Volume 3 - Capítulo 127
Life Hunter
Uma vez que a fechadura foi explodida, todos invadiram a sala. Arima afastou o rifle e sacou a pistola quando entrou primeiro. Seus olhos examinaram o lugar e sua mão imediatamente começou a disparar, tirando alguém a cada tiro.
Os soldados com ele também dispararam em todas as direções, todos com um objetivo incrivelmente eficiente. Eles levaram trinta segundos para eliminar todos sem sequer dar-lhes uma chance de retaliar.
— Não temos tempo a perder. Para ganhar o máximo de tempo possível, um grupo de dez pessoas ficará aqui, examinará os pagers e garantirá nossa saída. Isso é aceitável? — Haze sugeriu aos outros líderes de pelotão e ele recebeu uma resposta afirmativa.
O maior esquadrão deixou dez membros para trás e o restante foi para a carga do guindaste antes de ativá-la.
Como eles estavam descendo lentamente, Jin sentou-se e examinou sua tela. Alguns minutos depois, quando estavam prestes a chegar ao andar de baixo, seus olhos se estreitaram ao bloquear o comando do guindaste.
—Espere! Se descermos, seremos detectados em um segundo por câmeras reais e tanto os caras quanto os procuradores que as observam soarão o alarme. — Disse ele enquanto olhava através da tela de seu computador e apontava para a parede à sua esquerda.
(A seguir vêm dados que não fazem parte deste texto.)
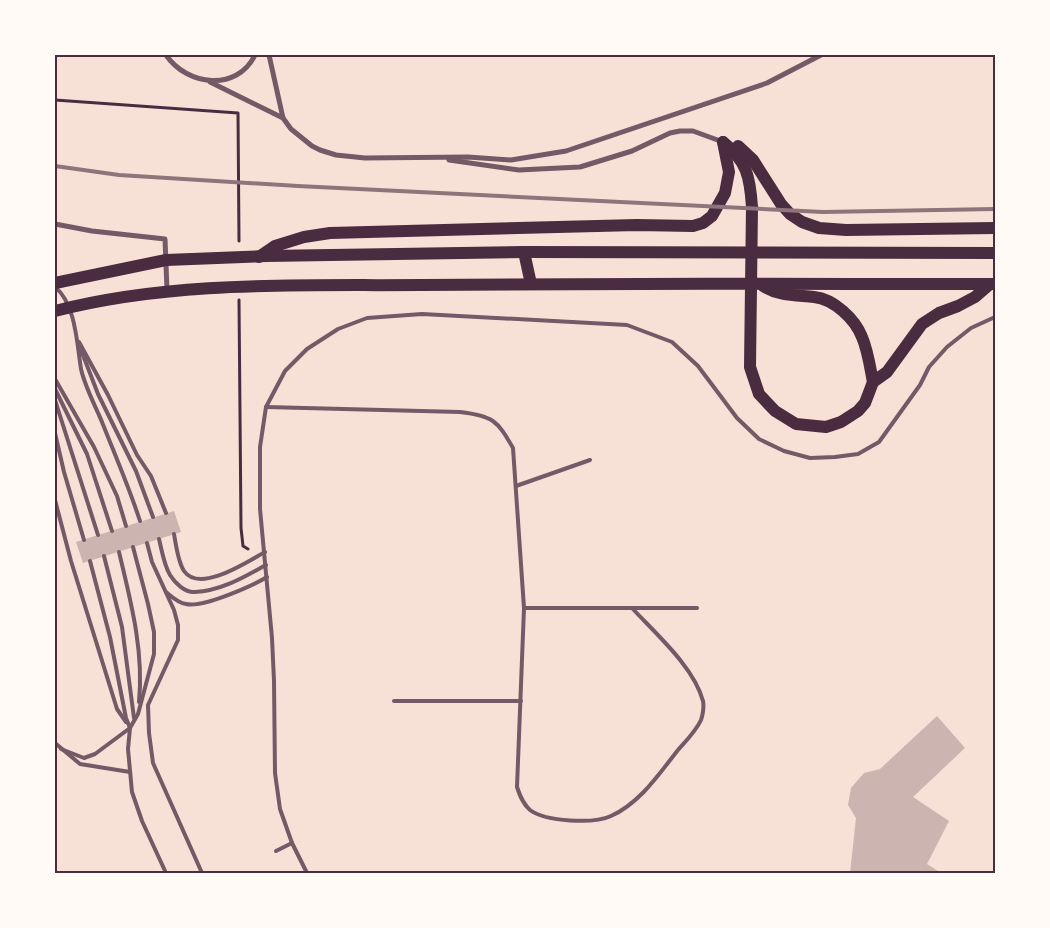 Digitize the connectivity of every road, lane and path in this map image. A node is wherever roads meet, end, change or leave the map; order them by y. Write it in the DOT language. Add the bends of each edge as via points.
graph roads {
  1 [pos="255,55"];
  2 [pos="269,55"];
  3 [pos="821,55"];
  4 [pos="165,56"];
  5 [pos="208,81"];
  6 [pos="283,118"];
  7 [pos="723,142"];
  8 [pos="428,156"];
  9 [pos="55,224"];
  10 [pos="995,228"];
  11 [pos="524,252"];
  12 [pos="995,253"];
  13 [pos="259,256"];
  14 [pos="166,260"];
  15 [pos="55,283"];
  16 [pos="531,284"];
  17 [pos="760,284"];
  18 [pos="992,284"];
  19 [pos="55,287"];
  20 [pos="166,291"];
  21 [pos="69,307"];
  22 [pos="55,311"];
  23 [pos="995,317"];
  24 [pos="77,339"];
  25 [pos="55,379"];
  26 [pos="873,382"];
  27 [pos="55,388"];
  28 [pos="55,400"];
  29 [pos="266,407"];
  30 [pos="55,433"];
  31 [pos="590,460"];
  32 [pos="516,486"];
  33 [pos="55,500"];
  34 [pos="166,513"];
  35 [pos="153,517"];
  36 [pos="140,521"];
  37 [pos="126,526"];
  38 [pos="241,528"];
  39 [pos="112,530"];
  40 [pos="174,534"];
  41 [pos="98,535"];
  42 [pos="159,539"];
  43 [pos="84,540"];
  44 [pos="147,543"];
  45 [pos="264,545"];
  46 [pos="133,547"];
  47 [pos="119,552"];
  48 [pos="265,552"];
  49 [pos="104,556"];
  50 [pos="90,561"];
  51 [pos="266,565"];
  52 [pos="267,577"];
  53 [pos="165,591"];
  54 [pos="524,608"];
  55 [pos="632,608"];
  56 [pos="697,608"];
  57 [pos="394,701"];
  58 [pos="520,701"];
  59 [pos="138,714"];
  60 [pos="134,719"];
  61 [pos="130,728"];
  62 [pos="55,743"];
  63 [pos="61,749"];
  64 [pos="130,772"];
  65 [pos="292,843"];
  66 [pos="276,851"];
  67 [pos="166,873"];
  68 [pos="202,873"];
  69 [pos="307,873"];
  1 -- 5 [label="street" via="241,72 225,79"];
  2 -- 6 [label="street"];
  3 -- 8 [label="street" via="767,83 566,151 511,160"];
  4 -- 5 [label="street" via="192,78"];
  5 -- 6 [label="street"];
  6 -- 8 [label="street" via="312,146 336,155 365,158"];
  7 -- 8 [label="street" via="693,131 680,131 632,150 571,168 519,170"];
  7 -- 10 [label="main road" via="738,146 753,160 790,214 819,228"];
  7 -- 13 [label="main road" via="729,172 726,193 712,216 693,226 330,232 275,246"];
  7 -- 26 [label="main road" via="742,160 751,188 750,368 759,394 775,411 796,424 826,427 858,411"];
  9 -- 14 [label="street" via="165,239"];
  11 -- 12 [label="main road"];
  11 -- 13 [label="main road"];
  11 -- 16 [label="main road"];
  13 -- 14 [label="main road"];
  14 -- 15 [label="main road"];
  14 -- 20 [label="street"];
  16 -- 17 [label="main road"];
  16 -- 20 [label="main road" via="221,287"];
  17 -- 18 [label="main road"];
  17 -- 26 [label="main road" via="785,295 817,297 844,313 862,337"];
  18 -- 26 [label="main road" via="975,297 922,324 887,372"];
  19 -- 21 [label="lane"];
  20 -- 21 [label="main road"];
  21 -- 22 [label="main road"];
  21 -- 24 [label="lane"];
  23 -- 29 [label="lane" via="971,328 929,367 879,442 858,454 835,457 810,458 759,439 737,418 698,366 672,342 627,325 422,314 367,318 338,329 307,349 285,371"];
  24 -- 34 [label="lane" via="151,476"];
  24 -- 35 [label="lane"];
  24 -- 36 [label="lane" via="84,377"];
  25 -- 37 [label="lane" via="94,447 117,496"];
  27 -- 39 [label="lane" via="87,454"];
  28 -- 41 [label="lane"];
  29 -- 32 [label="lane" via="483,415 501,427 513,448"];
  29 -- 45 [label="lane" via="260,447 260,509"];
  30 -- 43 [label="lane"];
  31 -- 32 [label="lane"];
  32 -- 54 [label="lane"];
  33 -- 61 [label="lane" via="117,709"];
  38 -- 45 [label="path" via="243,546 249,550"];
  40 -- 48 [label="lane" via="184,571 198,580 227,573"];
  42 -- 51 [label="lane" via="170,576 179,586 193,593 219,588"];
  44 -- 53 [label="lane"];
  45 -- 48 [label="lane"];
  46 -- 59 [label="lane" via="154,632 154,654"];
  47 -- 59 [label="lane" via="138,639 141,681"];
  48 -- 51 [label="lane"];
  49 -- 60 [label="lane" via="122,627"];
  50 -- 61 [label="lane"];
  51 -- 52 [label="lane"];
  52 -- 53 [label="lane" via="199,604 187,605 174,600"];
  52 -- 65 [label="lane" via="274,680 275,773 280,809"];
  53 -- 68 [label="lane" via="178,625 178,640 148,705 149,733 153,763"];
  54 -- 55 [label="lane"];
  54 -- 58 [label="lane"];
  55 -- 56 [label="lane"];
  55 -- 58 [label="lane" via="682,663 697,685 703,703 701,720 689,737 628,806 610,817 593,821 550,818 530,810 521,800 518,787"];
  57 -- 58 [label="lane"];
  59 -- 60 [label="lane"];
  60 -- 61 [label="lane"];
  61 -- 63 [label="lane" via="95,754 84,758"];
  61 -- 64 [label="lane"];
  62 -- 63 [label="lane"];
  63 -- 64 [label="lane" via="80,764"];
  64 -- 67 [label="lane" via="139,814"];
  65 -- 66 [label="lane"];
  65 -- 69 [label="lane"];
}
— Arima, quebre isso. Não temos escolha. — Ele hesitou, mas ainda pediu. Arima ergueu uma sobrancelha antes de largar a caixa do rifle. Ele inalou e começou a pular. Os outros soldados estavam bastante confusos com o que ele iria fazer. — “O que ele quis dizer com ‘quebrar’?”
Arima colocou todo o seu peso na perna esquerda e girou antes de dar um chute redondo na parede. O resultado foi uma parede quebrada na qual o pé de Arima foi enterrado. Quando ele puxou o pé, ele então começou a ampliar o buraco com as próprias mãos.
Todos assistiram com os olhos arregalados. Eles não eram burros o suficiente para acreditar que o que acabaram de testemunhar poderia ser explicado por algumas proezas nas artes marciais.
Jin assentiu e nem sequer comentou quando inseriu o braço na parede quebrada e pegou um punhado de cabos colocados lá. Ele cortou a bainha de um deles e depois puxou os condutores que ele consertou um pouco antes de conectá-lo ao seu computador através de um plugue bastante pesado.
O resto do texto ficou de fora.